HOW TO COMPLETE THIS TASK: Please filter the entries for the word "place" and copy every line that has it.

Dataset entries

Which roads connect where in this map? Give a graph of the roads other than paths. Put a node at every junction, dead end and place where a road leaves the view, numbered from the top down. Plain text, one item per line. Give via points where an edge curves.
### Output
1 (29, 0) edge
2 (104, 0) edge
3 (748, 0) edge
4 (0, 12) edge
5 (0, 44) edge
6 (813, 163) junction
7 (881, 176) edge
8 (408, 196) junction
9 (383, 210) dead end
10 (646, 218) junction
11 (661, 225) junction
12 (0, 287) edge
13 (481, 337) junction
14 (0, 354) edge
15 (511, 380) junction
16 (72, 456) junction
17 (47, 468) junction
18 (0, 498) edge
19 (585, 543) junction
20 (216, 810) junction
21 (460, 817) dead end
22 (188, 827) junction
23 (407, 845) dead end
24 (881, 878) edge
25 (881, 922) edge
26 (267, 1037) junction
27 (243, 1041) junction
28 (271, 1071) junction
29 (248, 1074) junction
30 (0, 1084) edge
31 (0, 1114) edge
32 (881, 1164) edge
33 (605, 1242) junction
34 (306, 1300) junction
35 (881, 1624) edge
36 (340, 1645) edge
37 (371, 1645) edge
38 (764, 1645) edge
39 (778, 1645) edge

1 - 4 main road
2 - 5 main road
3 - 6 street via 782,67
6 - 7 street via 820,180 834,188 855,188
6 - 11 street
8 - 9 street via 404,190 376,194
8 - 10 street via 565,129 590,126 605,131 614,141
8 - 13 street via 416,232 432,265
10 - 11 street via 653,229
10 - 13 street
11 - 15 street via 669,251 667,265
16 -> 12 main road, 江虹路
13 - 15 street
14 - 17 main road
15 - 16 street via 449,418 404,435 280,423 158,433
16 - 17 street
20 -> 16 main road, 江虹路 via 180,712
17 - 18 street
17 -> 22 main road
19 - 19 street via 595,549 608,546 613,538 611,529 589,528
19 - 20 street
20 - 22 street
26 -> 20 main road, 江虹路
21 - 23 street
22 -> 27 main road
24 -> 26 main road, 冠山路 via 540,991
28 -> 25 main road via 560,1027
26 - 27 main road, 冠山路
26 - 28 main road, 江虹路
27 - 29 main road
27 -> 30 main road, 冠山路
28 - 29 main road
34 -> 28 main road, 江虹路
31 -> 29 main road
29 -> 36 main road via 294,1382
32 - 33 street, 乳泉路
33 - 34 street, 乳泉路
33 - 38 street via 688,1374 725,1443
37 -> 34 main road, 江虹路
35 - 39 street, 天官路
--
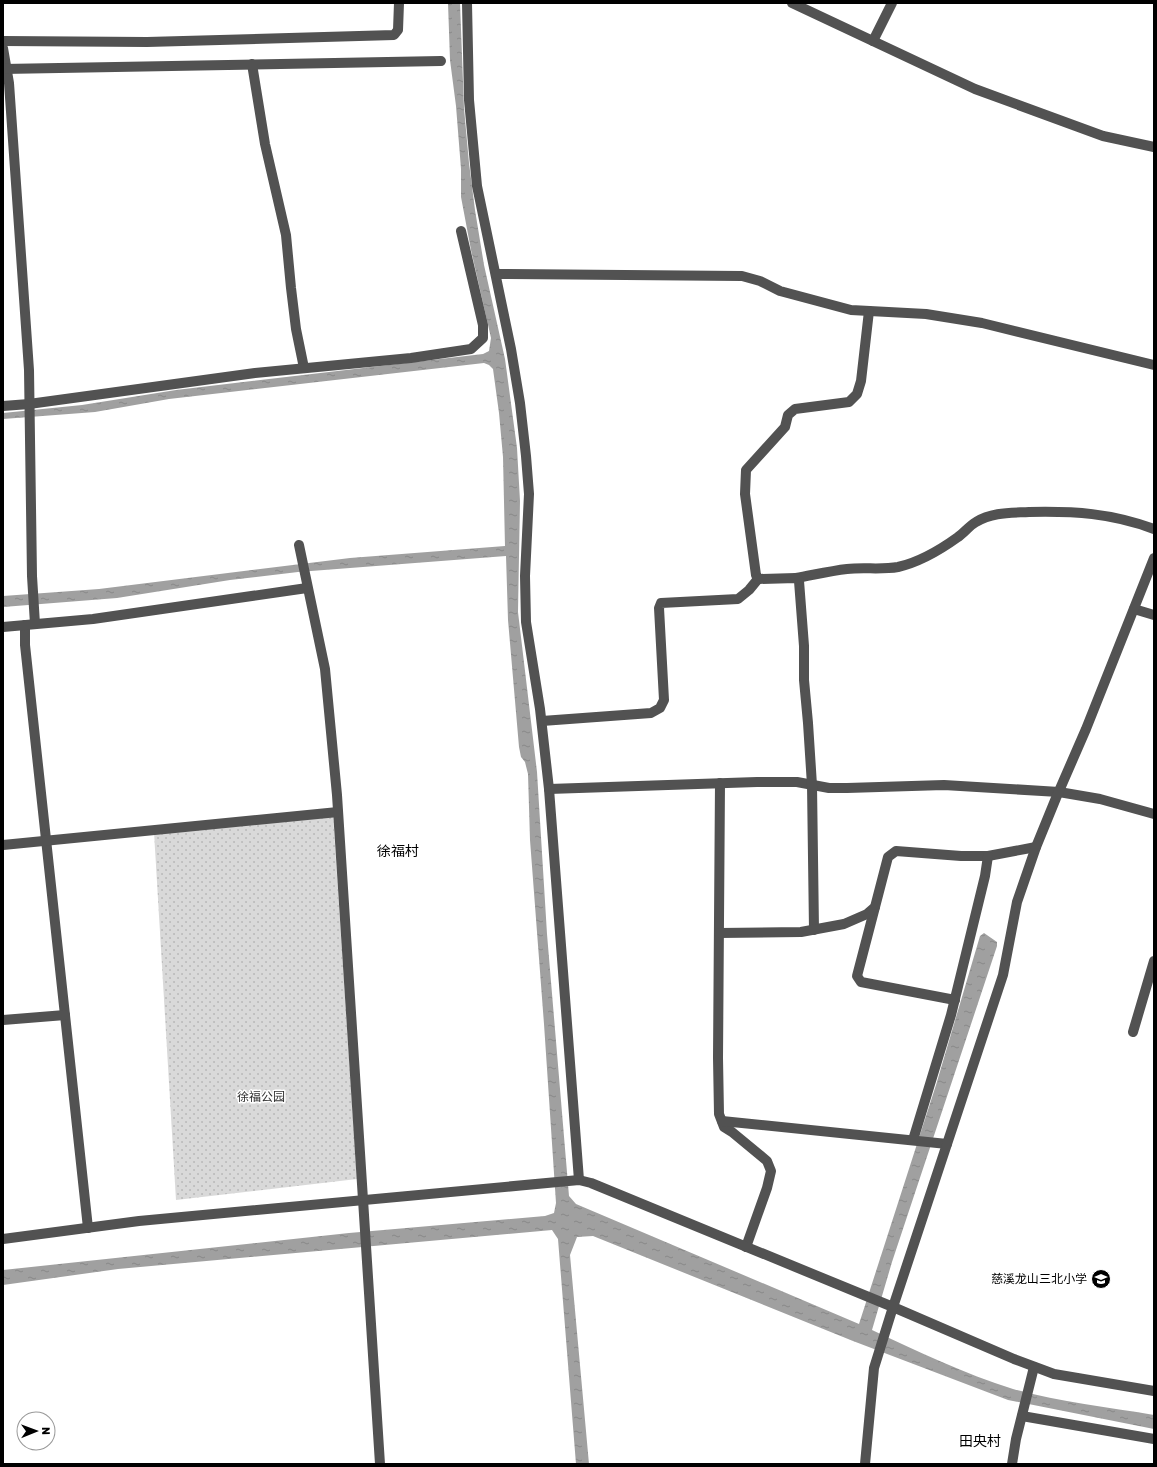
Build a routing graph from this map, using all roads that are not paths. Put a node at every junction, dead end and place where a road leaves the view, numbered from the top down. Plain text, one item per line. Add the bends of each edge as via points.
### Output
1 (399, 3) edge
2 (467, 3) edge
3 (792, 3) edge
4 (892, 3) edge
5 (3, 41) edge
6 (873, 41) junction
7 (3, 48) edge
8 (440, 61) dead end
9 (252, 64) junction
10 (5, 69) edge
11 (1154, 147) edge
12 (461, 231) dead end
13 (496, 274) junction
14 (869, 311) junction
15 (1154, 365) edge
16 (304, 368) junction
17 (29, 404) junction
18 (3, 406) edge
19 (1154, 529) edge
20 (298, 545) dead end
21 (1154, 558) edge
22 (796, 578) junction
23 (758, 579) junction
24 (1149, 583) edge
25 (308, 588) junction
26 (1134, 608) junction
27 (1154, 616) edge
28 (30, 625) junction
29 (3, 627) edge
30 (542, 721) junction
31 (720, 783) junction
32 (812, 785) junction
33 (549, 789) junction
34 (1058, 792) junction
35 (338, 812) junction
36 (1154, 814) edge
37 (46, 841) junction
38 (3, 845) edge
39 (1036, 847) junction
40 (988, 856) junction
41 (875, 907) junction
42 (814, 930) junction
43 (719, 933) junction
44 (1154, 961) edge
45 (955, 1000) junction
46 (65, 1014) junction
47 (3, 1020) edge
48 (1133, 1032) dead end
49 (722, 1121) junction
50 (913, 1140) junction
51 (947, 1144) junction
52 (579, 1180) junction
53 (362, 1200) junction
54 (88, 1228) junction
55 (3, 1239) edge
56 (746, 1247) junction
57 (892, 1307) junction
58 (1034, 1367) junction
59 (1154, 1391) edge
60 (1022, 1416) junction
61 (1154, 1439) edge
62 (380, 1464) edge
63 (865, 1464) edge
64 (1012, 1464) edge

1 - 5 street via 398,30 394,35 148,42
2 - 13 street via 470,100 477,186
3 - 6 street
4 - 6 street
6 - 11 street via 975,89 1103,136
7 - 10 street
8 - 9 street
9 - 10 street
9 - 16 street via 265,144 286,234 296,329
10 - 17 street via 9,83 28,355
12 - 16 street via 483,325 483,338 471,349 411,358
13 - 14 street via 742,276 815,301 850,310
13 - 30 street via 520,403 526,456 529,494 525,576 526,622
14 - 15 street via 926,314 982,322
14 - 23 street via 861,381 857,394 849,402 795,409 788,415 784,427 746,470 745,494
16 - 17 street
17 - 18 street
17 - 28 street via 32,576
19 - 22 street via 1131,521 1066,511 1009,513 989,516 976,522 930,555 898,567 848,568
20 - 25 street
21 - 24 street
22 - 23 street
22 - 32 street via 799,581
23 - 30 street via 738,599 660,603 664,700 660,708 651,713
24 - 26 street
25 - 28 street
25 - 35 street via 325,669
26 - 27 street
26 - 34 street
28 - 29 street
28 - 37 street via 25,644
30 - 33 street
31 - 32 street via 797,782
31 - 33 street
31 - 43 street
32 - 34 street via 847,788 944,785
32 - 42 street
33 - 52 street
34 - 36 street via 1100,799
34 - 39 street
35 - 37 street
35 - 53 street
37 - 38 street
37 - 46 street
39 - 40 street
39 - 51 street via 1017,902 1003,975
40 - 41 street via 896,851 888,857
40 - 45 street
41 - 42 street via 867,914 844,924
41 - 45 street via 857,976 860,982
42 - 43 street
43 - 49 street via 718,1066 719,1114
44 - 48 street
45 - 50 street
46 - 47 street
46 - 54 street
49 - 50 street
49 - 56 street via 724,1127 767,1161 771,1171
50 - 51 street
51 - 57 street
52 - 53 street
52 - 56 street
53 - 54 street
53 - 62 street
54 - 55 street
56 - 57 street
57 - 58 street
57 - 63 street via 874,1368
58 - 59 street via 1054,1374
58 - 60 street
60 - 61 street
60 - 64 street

YOUR RESPONSE:
Which roads connect where in this map? Give a graph of the roads other than paths. Put a node at every junction, dead end and place where a road leaves the view, numbered from the top down. Plain text, one item per line. Give via points where an edge curves.
Build a routing graph from this map, using all roads that are not paths. Put a node at every junction, dead end and place where a road leaves the view, numbered from the top down. Plain text, one item per line. Add the bends of each edge as via points.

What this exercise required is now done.